**** INFORMATION SHOWN

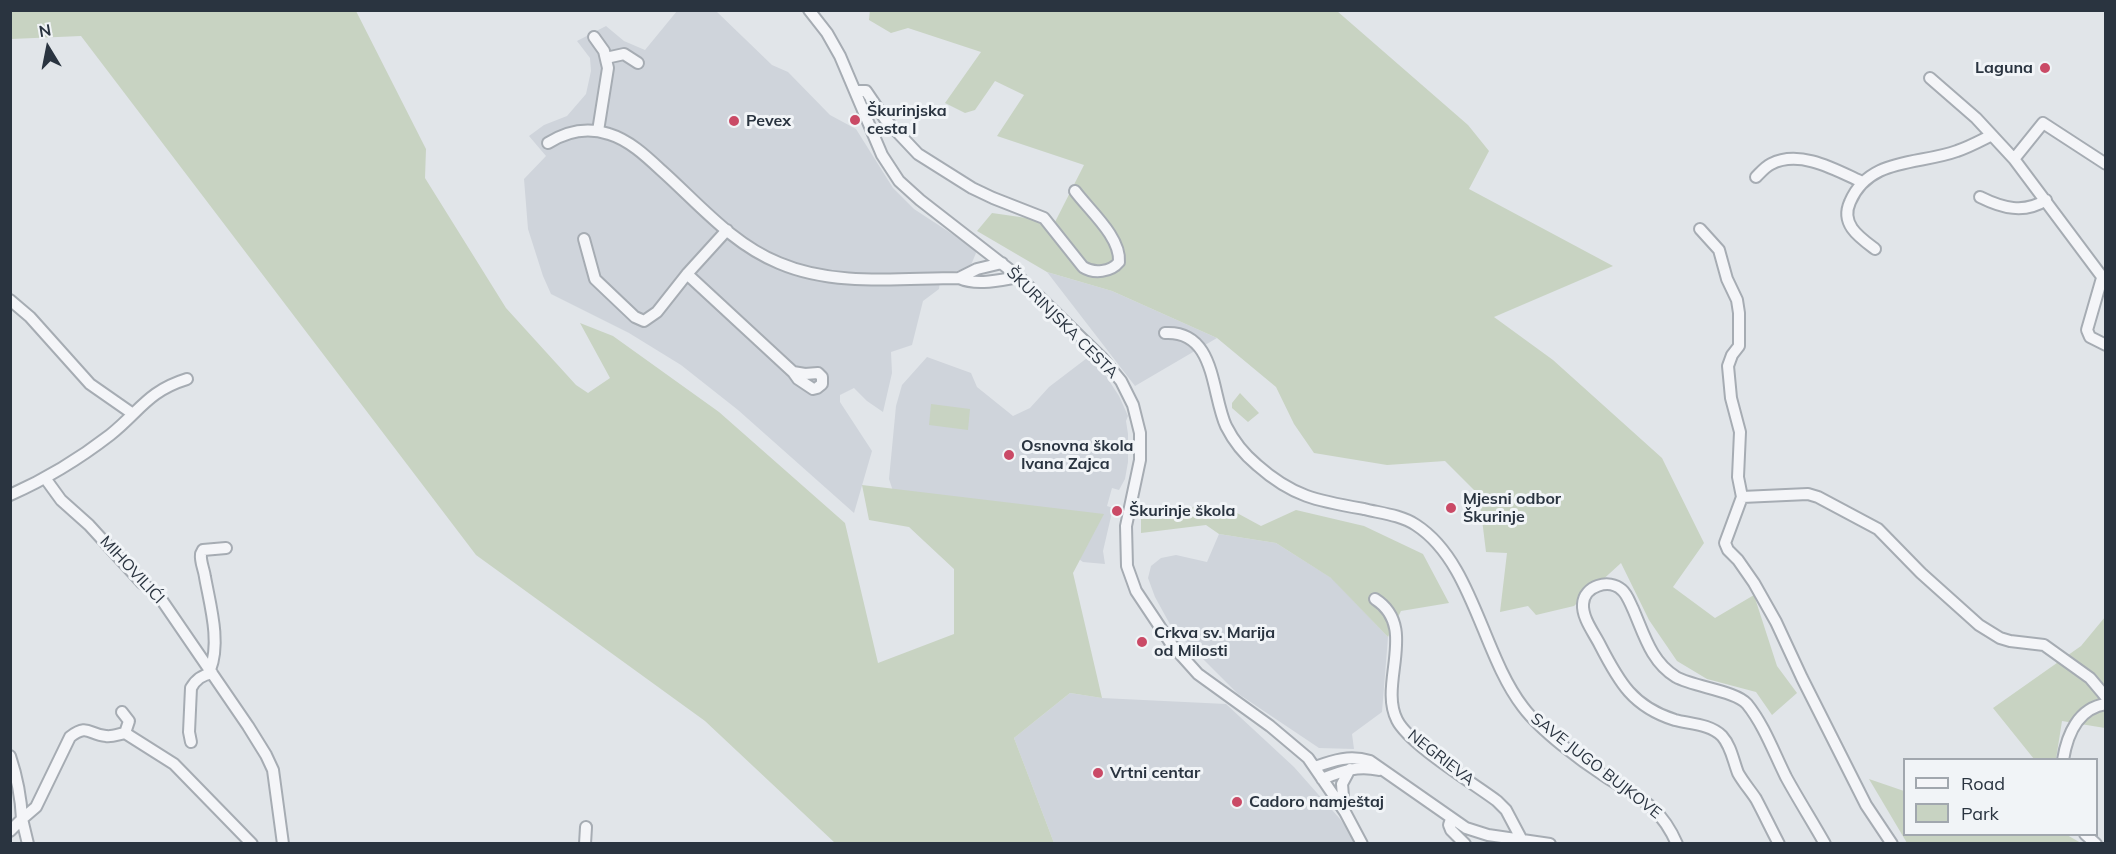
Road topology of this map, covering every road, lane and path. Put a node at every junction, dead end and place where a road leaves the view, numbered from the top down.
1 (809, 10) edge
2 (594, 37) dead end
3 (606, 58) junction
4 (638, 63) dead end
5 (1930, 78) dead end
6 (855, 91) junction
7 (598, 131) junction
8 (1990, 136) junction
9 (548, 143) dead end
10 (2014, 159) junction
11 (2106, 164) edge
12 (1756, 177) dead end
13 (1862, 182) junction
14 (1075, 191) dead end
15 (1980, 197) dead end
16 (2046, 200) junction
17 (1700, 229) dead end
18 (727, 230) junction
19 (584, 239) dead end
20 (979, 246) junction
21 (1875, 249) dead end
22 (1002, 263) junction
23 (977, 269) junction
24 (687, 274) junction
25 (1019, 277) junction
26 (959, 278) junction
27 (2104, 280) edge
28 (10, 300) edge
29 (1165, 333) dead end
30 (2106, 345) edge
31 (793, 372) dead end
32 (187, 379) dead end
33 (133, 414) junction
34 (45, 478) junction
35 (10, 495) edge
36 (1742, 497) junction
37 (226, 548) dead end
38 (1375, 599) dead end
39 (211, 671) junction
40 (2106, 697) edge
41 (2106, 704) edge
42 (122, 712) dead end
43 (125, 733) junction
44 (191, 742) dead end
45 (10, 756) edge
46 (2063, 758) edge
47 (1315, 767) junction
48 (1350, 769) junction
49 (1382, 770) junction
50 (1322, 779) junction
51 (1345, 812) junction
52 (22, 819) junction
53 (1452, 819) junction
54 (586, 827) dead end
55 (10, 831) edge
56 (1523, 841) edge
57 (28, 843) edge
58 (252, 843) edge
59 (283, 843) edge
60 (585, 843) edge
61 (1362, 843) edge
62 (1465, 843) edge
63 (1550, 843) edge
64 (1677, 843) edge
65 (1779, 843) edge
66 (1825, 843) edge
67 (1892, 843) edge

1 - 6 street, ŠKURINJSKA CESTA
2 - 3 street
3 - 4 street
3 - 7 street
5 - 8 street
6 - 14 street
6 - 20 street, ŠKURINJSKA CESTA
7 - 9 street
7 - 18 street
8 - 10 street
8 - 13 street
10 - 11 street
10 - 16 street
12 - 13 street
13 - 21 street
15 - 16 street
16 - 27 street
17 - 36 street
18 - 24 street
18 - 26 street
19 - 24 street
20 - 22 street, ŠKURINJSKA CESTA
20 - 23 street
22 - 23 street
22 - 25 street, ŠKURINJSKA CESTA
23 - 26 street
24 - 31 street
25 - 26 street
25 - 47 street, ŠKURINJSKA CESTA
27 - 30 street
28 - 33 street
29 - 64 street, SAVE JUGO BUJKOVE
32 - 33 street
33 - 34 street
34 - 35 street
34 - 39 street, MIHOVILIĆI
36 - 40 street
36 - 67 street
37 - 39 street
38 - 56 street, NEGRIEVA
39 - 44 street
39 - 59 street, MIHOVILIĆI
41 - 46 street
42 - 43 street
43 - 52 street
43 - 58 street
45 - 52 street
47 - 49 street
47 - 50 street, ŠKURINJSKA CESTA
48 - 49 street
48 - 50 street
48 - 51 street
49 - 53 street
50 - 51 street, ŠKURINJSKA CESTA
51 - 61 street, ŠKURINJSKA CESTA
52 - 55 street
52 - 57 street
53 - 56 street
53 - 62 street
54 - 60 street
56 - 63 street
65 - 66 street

********
**** INFORMATION SHOWN

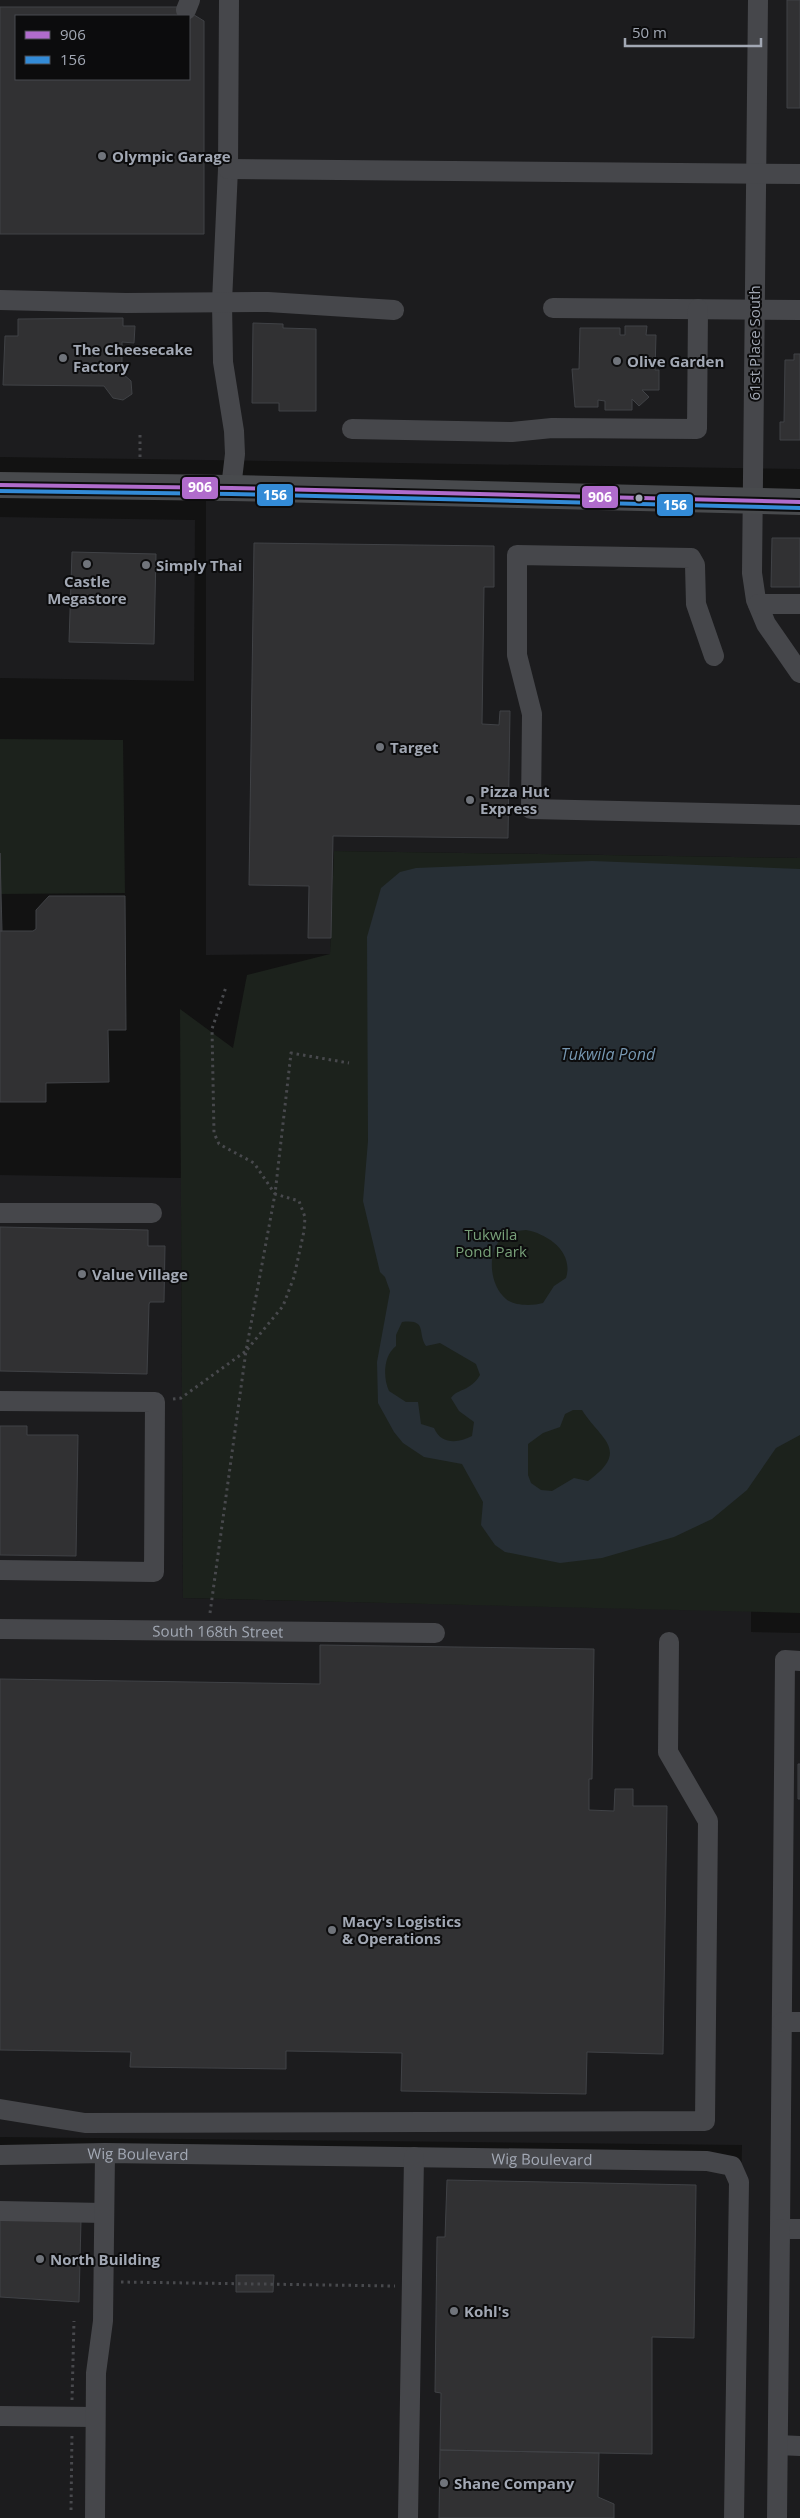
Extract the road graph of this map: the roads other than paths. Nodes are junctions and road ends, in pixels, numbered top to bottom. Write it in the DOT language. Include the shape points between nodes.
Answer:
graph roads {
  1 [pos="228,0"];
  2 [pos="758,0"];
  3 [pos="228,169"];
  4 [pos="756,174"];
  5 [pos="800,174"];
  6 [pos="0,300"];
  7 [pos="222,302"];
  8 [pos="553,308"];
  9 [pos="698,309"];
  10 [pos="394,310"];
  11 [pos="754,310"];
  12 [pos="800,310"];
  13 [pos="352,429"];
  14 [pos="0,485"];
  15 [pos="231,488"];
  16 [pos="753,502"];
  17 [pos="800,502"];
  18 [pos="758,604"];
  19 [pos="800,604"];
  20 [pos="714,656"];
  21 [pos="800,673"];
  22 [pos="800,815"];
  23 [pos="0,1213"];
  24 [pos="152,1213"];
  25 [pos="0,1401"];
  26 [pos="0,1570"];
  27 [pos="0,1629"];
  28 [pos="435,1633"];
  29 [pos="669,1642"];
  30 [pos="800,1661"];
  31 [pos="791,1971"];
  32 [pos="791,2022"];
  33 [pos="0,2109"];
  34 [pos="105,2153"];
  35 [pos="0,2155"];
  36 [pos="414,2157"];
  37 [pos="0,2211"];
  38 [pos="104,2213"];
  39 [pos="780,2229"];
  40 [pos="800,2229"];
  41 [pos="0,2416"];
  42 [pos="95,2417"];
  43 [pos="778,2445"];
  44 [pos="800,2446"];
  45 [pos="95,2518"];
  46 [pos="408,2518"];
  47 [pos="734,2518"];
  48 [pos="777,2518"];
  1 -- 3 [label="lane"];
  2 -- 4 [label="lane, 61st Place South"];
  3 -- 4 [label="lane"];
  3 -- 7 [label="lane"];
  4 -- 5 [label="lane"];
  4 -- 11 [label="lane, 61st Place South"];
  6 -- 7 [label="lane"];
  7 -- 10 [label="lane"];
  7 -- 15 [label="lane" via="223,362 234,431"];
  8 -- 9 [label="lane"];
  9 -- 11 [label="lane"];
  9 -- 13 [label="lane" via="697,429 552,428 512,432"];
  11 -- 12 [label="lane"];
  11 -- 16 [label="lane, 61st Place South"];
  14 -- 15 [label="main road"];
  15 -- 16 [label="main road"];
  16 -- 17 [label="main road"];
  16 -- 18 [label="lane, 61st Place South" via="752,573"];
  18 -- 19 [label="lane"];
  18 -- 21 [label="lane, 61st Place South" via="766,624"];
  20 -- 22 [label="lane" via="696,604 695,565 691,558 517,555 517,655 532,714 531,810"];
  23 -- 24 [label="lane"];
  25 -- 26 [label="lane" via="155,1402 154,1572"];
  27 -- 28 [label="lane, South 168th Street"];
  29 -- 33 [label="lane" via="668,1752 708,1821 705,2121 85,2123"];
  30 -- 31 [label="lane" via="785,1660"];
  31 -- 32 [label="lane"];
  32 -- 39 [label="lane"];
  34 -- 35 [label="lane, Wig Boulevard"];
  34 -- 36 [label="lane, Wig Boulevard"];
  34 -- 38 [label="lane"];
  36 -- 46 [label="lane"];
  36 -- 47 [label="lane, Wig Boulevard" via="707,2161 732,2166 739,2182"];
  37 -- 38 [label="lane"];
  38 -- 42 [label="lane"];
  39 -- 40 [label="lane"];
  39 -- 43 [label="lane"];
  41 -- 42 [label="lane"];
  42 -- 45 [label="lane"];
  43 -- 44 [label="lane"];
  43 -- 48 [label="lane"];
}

********

YOUR OBJECTIVE. Within this data, count the lines that include the string "South" and write the number with nothing else.

TASK RESULT. 6